Work instructions: Among the entries below, find each line with "href" and show it.

Supplied records:
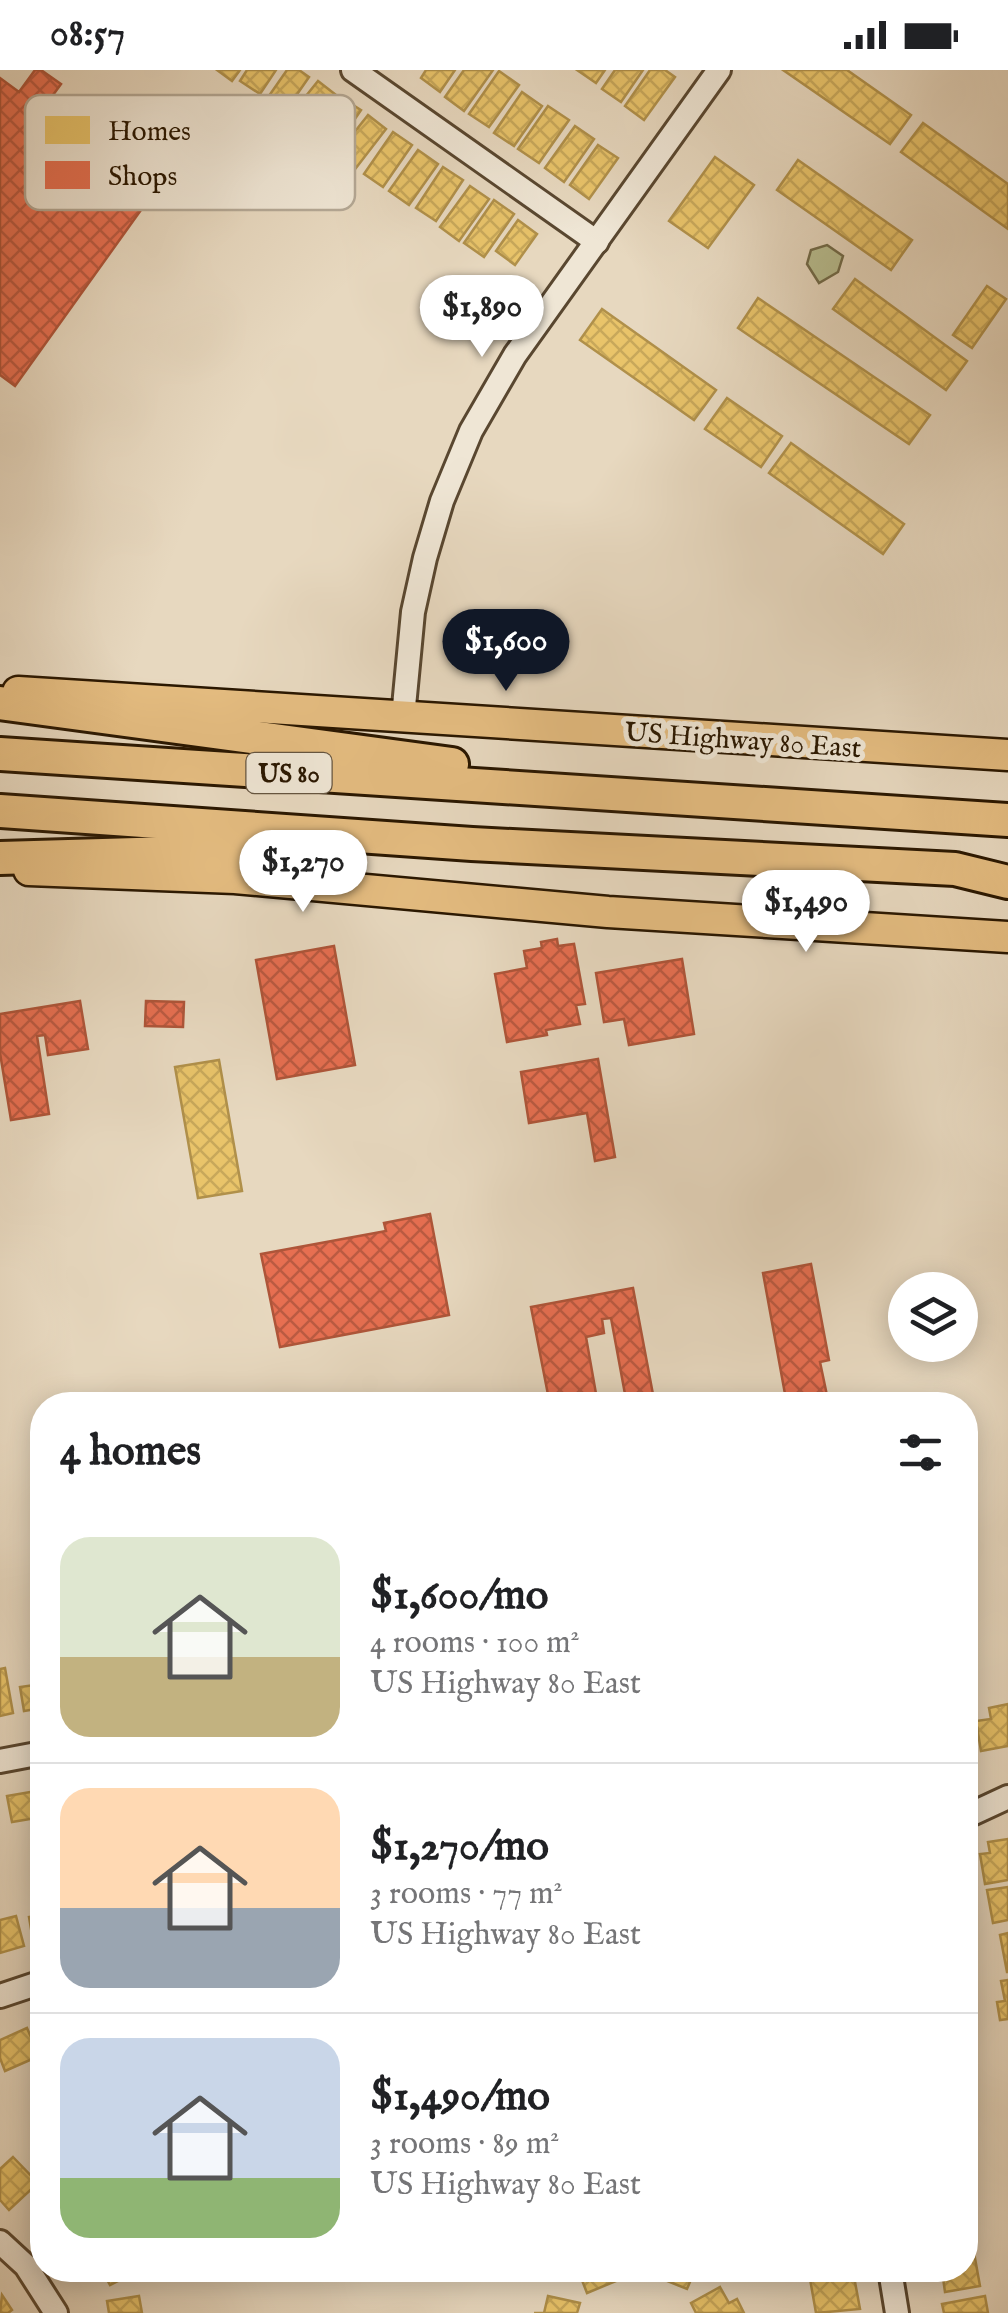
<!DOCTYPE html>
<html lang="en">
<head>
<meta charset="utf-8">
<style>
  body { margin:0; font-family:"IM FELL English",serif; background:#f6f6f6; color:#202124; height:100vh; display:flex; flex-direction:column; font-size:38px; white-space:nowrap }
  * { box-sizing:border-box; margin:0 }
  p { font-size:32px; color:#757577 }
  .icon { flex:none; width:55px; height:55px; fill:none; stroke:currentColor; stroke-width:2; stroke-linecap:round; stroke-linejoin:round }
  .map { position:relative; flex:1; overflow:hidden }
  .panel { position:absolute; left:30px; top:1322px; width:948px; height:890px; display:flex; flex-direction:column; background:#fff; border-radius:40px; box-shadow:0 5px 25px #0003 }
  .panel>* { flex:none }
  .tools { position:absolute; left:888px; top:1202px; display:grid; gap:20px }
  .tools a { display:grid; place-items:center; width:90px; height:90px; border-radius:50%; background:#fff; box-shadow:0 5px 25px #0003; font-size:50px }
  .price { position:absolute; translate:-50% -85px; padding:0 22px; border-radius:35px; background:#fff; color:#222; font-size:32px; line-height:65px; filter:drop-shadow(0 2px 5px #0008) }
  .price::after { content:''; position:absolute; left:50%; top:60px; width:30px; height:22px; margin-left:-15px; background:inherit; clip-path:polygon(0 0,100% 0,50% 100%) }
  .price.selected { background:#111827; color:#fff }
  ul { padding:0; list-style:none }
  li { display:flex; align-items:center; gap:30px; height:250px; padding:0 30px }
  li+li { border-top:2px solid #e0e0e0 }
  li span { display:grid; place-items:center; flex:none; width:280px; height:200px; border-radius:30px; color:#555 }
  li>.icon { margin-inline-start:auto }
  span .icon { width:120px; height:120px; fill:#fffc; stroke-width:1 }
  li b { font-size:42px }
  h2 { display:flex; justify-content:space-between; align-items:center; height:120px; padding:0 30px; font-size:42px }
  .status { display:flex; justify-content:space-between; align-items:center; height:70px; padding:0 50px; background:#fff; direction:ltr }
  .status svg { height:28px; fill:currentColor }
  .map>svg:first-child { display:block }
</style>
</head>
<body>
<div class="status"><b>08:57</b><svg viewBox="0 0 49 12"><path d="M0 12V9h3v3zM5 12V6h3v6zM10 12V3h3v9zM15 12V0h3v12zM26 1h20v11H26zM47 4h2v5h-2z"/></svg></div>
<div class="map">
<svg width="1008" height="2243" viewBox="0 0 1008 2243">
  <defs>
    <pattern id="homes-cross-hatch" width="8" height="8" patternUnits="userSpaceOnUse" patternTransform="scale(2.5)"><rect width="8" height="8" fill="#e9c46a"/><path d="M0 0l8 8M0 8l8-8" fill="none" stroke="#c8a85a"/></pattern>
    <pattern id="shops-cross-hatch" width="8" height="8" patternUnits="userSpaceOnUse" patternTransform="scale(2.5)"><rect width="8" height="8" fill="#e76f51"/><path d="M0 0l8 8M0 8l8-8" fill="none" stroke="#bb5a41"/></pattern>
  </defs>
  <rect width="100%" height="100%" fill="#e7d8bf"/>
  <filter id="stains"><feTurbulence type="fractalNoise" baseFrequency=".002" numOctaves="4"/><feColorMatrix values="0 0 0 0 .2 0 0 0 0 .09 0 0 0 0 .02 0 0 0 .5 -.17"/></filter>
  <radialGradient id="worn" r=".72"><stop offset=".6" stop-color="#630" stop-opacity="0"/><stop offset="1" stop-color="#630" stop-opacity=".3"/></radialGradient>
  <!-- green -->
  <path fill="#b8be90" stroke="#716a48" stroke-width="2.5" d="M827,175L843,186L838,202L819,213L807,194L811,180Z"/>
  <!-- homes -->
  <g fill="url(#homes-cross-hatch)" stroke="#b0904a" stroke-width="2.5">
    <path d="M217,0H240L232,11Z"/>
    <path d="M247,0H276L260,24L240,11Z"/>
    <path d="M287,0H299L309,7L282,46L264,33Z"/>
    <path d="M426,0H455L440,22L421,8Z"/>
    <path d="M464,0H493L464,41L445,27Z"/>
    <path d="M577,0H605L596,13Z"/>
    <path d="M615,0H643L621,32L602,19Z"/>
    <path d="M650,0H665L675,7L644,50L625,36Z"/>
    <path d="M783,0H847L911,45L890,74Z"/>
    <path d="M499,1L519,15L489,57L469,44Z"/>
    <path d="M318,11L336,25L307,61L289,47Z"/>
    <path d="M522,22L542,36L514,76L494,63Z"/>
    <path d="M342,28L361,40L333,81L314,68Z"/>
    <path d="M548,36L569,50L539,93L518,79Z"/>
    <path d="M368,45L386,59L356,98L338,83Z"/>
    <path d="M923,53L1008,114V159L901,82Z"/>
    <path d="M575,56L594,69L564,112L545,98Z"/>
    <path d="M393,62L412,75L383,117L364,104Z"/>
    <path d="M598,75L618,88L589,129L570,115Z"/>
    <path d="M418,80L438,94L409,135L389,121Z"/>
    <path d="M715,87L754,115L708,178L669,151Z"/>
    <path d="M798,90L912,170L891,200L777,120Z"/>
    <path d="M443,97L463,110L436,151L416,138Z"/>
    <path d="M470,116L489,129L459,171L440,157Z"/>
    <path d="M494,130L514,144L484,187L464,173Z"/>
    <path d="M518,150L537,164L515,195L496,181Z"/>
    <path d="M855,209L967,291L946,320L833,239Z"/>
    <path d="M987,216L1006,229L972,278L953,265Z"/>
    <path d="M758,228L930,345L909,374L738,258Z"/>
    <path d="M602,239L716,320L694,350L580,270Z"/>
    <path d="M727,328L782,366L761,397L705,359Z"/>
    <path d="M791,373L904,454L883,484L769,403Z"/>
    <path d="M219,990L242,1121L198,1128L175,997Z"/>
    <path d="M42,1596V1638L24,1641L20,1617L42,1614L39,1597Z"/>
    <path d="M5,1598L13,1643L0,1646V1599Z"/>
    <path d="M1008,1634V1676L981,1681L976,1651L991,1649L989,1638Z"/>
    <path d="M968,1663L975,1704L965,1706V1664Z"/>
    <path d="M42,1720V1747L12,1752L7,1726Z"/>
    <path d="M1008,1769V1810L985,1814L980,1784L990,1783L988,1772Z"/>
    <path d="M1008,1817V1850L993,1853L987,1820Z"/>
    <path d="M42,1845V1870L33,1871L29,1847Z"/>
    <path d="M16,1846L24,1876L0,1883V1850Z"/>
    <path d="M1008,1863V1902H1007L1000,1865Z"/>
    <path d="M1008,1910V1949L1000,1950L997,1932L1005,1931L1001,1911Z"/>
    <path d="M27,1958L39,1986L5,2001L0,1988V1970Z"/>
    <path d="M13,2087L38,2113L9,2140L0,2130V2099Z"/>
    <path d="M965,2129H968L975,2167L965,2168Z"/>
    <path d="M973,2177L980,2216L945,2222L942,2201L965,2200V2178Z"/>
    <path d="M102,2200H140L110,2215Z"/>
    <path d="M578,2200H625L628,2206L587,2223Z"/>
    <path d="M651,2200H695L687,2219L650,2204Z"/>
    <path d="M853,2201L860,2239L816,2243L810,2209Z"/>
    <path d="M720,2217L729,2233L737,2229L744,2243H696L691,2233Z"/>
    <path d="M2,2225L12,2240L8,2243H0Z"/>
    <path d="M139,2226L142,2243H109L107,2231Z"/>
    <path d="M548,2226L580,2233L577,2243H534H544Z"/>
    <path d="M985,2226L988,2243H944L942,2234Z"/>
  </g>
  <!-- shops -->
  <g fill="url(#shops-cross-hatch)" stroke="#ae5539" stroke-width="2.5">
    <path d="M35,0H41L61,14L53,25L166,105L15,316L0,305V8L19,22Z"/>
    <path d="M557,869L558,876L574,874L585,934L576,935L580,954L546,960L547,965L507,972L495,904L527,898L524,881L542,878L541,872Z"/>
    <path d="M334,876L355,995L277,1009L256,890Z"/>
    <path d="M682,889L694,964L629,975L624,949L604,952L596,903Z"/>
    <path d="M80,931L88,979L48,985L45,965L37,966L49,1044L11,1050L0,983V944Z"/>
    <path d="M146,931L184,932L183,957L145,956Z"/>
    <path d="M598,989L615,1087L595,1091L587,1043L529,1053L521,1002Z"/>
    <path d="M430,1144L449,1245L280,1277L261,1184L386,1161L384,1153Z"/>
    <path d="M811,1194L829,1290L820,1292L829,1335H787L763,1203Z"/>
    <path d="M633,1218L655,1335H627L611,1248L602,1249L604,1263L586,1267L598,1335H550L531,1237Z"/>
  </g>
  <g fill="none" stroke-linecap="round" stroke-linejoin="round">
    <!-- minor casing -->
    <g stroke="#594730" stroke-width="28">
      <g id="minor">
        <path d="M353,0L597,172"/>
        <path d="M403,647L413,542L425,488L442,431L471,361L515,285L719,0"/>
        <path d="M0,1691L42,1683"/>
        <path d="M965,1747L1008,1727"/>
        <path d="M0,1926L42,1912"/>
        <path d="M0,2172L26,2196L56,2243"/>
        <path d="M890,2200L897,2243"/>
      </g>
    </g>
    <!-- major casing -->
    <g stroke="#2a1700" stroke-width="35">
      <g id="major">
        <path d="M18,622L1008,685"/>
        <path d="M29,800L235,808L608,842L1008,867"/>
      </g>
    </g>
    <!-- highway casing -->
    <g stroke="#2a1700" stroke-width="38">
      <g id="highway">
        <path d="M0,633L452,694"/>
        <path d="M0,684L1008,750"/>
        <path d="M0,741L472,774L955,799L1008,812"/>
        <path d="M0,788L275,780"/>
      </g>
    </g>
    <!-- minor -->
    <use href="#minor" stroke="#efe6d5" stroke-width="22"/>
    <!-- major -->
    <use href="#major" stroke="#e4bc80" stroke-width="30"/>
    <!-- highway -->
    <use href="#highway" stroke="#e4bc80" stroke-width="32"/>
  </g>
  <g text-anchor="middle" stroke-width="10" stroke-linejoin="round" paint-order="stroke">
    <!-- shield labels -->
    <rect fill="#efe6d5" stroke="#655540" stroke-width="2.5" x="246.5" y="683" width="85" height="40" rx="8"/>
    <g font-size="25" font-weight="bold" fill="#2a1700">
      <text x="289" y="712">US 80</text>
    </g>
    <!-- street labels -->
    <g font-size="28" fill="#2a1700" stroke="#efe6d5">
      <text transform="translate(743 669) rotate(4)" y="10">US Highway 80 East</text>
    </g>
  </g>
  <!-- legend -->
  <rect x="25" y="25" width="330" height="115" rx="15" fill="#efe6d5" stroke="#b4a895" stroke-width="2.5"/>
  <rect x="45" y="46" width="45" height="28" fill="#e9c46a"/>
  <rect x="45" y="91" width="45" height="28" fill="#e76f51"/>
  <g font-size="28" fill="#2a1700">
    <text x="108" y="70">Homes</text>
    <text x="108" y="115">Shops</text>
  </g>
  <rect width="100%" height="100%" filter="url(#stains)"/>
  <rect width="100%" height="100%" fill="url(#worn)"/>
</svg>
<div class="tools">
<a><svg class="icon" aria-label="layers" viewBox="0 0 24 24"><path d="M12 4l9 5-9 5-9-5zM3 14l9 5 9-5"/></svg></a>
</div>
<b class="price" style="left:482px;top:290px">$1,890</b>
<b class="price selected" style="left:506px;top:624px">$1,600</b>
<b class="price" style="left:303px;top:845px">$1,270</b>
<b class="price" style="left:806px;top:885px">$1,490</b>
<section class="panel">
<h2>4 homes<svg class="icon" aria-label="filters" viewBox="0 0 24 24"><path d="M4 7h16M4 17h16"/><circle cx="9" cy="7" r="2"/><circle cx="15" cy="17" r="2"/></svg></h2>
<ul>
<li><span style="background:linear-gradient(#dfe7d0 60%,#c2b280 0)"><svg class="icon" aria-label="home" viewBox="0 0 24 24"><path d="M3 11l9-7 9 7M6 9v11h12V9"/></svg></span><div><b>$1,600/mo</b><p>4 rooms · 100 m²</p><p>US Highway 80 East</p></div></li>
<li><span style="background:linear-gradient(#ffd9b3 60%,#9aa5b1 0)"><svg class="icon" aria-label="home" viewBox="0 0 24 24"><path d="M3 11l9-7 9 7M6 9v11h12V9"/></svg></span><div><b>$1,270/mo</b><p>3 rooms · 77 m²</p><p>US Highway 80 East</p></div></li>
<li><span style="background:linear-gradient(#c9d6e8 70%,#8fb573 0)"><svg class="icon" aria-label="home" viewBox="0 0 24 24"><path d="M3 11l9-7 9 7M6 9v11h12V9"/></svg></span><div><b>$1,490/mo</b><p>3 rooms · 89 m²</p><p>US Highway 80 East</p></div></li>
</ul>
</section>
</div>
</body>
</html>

Task result:
    <use href="#minor" stroke="#efe6d5" stroke-width="22"/>
    <use href="#major" stroke="#e4bc80" stroke-width="30"/>
    <use href="#highway" stroke="#e4bc80" stroke-width="32"/>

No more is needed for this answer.